Work out how many lines of the material contain the string "Bristol". Respond with the number only.

Segment Open

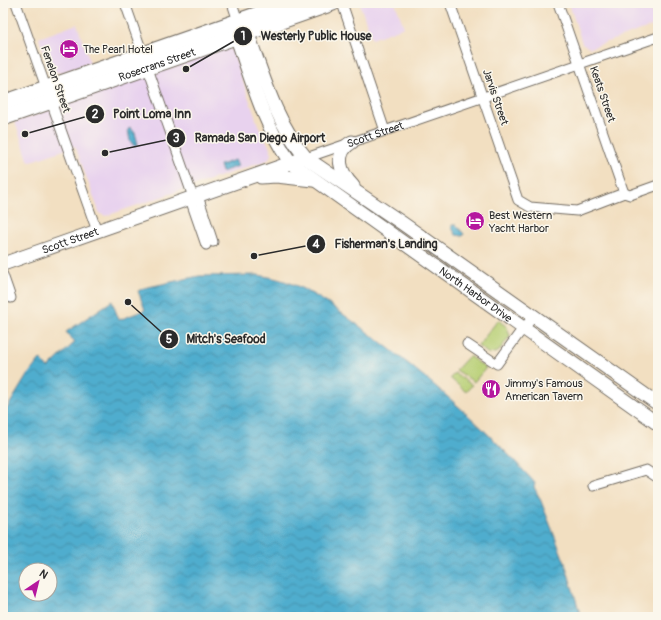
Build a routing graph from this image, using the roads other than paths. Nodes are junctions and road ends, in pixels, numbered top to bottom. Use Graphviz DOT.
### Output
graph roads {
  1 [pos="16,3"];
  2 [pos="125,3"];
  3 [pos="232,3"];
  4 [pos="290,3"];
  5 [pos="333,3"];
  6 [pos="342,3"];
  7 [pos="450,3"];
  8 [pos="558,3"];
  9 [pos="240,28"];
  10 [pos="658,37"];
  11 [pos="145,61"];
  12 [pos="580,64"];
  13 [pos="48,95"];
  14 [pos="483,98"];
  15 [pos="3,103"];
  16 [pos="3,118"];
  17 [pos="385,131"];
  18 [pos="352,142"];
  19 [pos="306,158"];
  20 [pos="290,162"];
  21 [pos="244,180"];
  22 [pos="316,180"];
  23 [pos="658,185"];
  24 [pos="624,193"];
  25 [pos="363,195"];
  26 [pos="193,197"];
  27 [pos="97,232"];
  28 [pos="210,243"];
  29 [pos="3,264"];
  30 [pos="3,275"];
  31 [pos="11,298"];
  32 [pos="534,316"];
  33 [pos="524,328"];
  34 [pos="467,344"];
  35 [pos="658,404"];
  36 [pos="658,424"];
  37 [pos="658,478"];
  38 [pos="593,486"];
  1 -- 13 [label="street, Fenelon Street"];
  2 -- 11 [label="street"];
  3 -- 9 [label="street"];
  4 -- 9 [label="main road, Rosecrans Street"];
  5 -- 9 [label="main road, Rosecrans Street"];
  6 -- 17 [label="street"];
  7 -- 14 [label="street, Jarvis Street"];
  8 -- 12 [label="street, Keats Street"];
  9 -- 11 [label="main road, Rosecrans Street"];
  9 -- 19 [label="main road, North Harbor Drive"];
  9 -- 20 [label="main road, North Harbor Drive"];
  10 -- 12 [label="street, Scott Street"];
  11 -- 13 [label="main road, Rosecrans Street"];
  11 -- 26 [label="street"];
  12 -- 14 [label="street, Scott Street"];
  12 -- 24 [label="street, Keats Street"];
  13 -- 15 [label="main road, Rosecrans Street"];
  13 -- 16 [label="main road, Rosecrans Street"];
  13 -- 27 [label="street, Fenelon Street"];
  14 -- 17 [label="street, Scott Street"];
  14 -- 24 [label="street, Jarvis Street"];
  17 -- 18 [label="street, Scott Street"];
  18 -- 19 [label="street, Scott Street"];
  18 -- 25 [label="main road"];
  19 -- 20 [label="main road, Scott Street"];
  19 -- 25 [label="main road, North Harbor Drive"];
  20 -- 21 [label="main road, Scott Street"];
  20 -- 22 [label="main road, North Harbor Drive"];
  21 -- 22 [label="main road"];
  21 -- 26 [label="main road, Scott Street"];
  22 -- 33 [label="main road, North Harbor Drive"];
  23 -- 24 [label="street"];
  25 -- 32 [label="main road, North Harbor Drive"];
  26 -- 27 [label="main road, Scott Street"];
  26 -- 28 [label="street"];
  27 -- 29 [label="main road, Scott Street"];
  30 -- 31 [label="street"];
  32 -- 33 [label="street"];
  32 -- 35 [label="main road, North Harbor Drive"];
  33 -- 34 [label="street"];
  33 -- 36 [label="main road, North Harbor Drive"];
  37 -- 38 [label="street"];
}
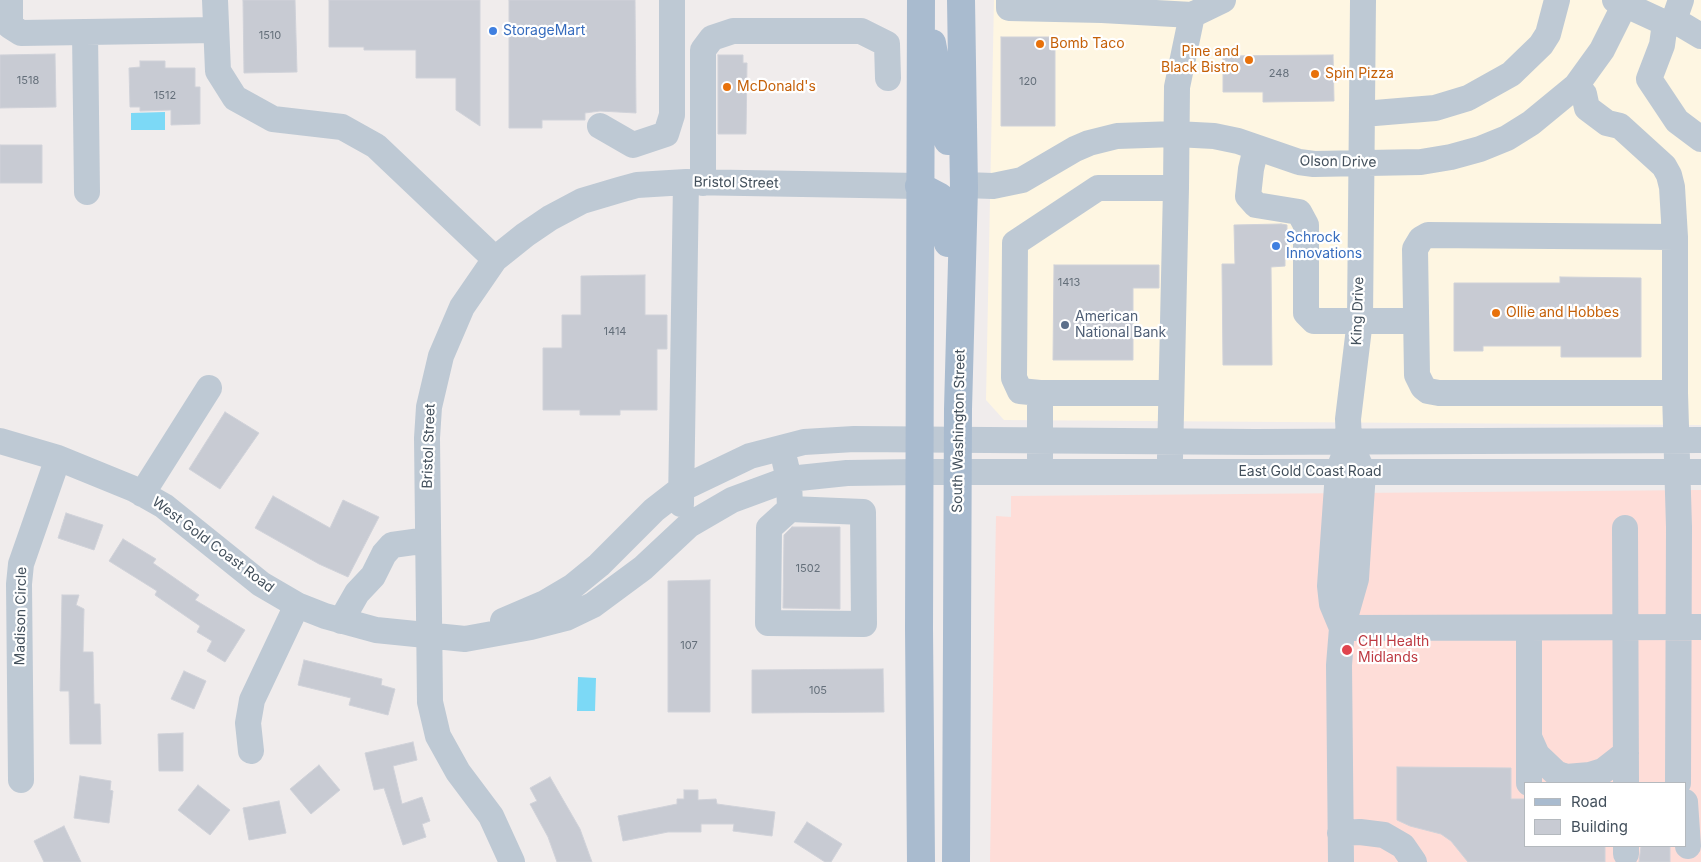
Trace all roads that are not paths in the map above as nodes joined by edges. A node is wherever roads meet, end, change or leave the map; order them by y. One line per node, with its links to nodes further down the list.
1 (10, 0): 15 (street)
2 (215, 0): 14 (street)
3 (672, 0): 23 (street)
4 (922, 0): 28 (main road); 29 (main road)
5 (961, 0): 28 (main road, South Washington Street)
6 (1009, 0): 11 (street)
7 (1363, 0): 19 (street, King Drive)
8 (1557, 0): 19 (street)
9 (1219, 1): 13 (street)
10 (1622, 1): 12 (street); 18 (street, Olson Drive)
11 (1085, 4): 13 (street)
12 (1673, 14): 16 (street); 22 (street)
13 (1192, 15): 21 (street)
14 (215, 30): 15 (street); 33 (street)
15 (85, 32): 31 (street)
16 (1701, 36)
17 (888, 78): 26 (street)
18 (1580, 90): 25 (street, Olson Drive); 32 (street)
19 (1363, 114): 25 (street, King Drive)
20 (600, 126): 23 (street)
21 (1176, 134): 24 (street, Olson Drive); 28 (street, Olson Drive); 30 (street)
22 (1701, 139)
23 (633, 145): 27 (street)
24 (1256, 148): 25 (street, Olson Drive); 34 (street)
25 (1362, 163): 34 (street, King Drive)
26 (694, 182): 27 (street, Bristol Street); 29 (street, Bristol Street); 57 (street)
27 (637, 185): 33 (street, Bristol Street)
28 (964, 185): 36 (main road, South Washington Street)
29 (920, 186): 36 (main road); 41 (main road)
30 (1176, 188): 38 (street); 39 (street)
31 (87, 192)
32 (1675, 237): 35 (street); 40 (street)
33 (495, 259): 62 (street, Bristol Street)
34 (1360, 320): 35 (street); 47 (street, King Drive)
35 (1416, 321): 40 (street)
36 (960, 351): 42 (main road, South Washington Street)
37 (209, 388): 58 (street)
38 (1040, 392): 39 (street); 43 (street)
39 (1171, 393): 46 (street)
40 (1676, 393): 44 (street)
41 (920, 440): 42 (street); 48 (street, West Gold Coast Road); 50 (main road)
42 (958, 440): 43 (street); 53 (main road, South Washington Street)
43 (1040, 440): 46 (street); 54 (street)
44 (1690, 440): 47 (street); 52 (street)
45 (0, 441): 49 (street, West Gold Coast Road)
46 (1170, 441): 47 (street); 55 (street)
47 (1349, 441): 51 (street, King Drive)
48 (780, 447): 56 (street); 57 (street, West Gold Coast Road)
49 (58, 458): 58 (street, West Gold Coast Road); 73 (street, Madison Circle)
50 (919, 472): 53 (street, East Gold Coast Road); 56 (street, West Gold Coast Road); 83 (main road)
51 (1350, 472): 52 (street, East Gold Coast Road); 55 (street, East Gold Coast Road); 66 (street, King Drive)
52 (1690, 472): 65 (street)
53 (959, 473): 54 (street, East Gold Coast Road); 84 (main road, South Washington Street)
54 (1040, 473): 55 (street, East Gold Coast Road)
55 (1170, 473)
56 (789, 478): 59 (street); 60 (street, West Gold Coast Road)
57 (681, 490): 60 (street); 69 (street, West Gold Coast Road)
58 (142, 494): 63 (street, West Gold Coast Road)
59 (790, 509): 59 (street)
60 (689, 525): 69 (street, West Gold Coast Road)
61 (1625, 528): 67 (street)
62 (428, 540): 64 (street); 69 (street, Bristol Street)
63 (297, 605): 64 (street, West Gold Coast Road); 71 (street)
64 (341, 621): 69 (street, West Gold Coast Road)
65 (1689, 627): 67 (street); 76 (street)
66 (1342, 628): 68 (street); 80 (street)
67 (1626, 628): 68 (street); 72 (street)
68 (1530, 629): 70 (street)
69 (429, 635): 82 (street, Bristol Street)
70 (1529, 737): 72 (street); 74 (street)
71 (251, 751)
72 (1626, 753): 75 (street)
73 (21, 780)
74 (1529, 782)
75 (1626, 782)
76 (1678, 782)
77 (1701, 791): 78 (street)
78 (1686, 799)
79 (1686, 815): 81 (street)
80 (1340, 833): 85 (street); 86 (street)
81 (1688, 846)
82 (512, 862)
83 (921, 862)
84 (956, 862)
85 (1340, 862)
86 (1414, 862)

Segment Closed
Segment Open

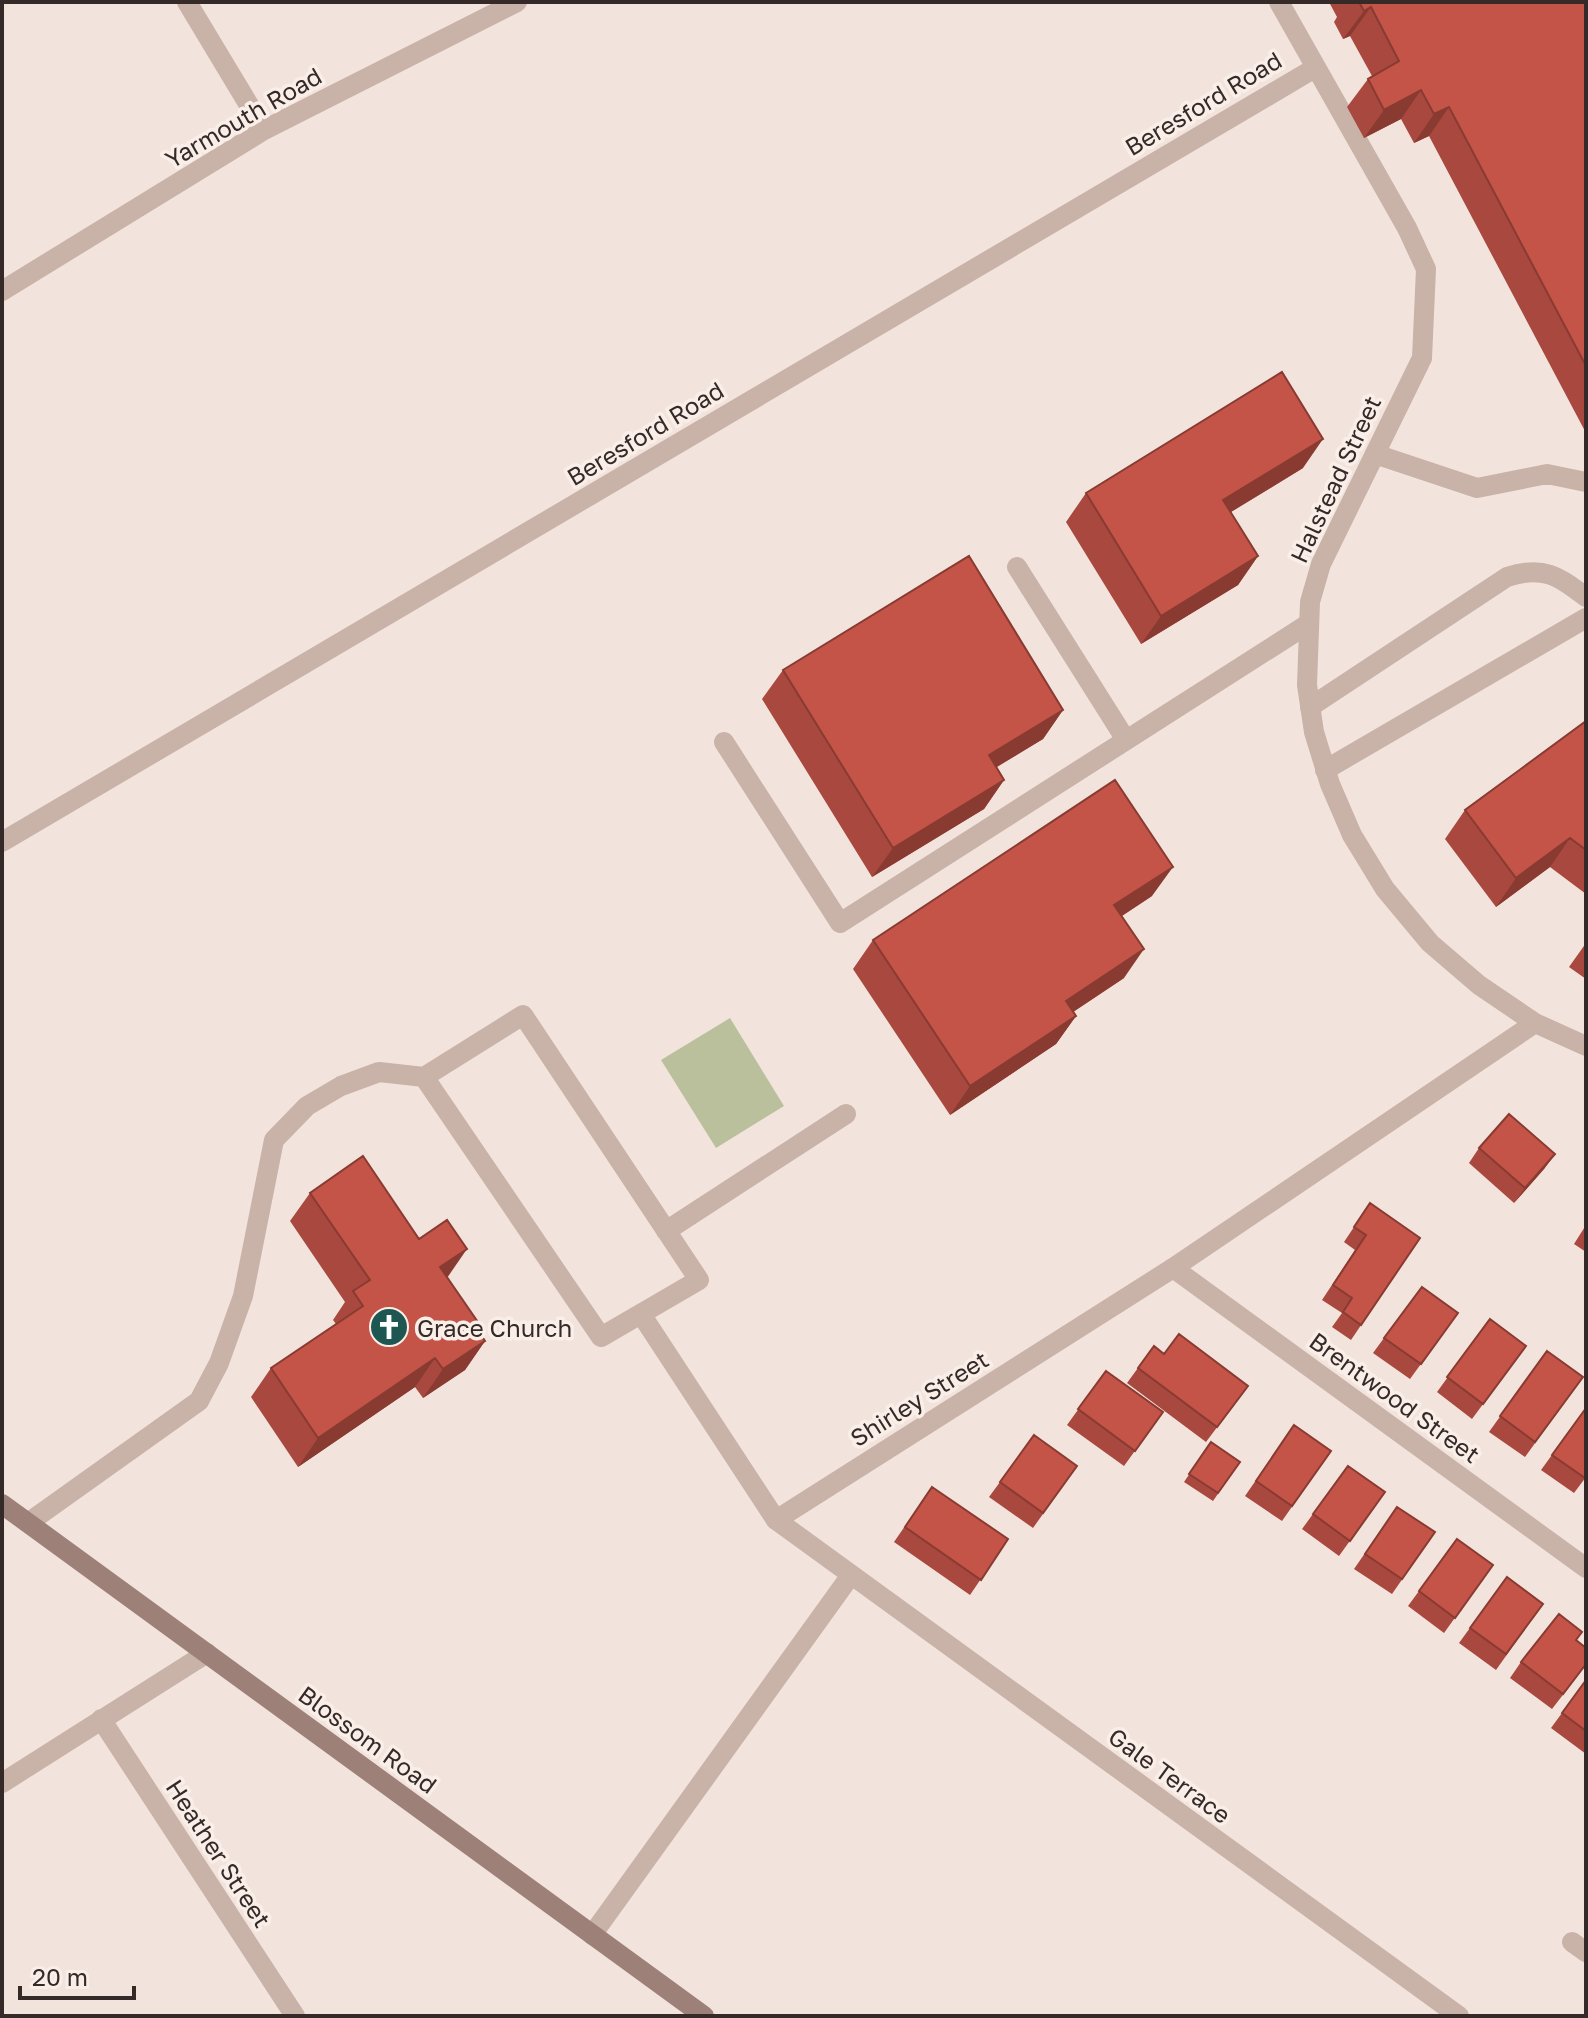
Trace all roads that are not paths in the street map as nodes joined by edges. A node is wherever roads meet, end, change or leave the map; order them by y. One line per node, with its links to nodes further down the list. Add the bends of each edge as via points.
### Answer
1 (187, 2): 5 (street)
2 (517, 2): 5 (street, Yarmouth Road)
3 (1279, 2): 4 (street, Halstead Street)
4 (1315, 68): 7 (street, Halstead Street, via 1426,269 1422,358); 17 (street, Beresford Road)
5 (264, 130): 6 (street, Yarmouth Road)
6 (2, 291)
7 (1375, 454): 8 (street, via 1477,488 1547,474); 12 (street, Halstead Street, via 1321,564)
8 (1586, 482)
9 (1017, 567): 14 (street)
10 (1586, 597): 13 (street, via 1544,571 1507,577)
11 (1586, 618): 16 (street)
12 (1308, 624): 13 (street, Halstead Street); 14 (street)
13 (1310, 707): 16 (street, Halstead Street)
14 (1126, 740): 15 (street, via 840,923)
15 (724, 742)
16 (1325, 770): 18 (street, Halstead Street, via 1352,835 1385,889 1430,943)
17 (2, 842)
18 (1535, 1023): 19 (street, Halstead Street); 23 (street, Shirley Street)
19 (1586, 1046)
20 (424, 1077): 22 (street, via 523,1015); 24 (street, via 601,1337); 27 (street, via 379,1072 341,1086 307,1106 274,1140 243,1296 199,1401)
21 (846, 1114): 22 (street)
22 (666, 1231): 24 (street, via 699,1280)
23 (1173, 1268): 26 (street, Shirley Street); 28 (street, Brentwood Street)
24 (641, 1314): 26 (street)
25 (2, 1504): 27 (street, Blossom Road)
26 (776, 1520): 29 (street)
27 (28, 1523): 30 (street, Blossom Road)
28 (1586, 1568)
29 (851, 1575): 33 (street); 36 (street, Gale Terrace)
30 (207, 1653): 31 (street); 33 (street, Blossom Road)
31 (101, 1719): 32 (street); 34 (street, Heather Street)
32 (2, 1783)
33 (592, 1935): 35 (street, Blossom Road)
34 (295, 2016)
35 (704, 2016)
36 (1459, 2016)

Segment Closed

## Answer below
5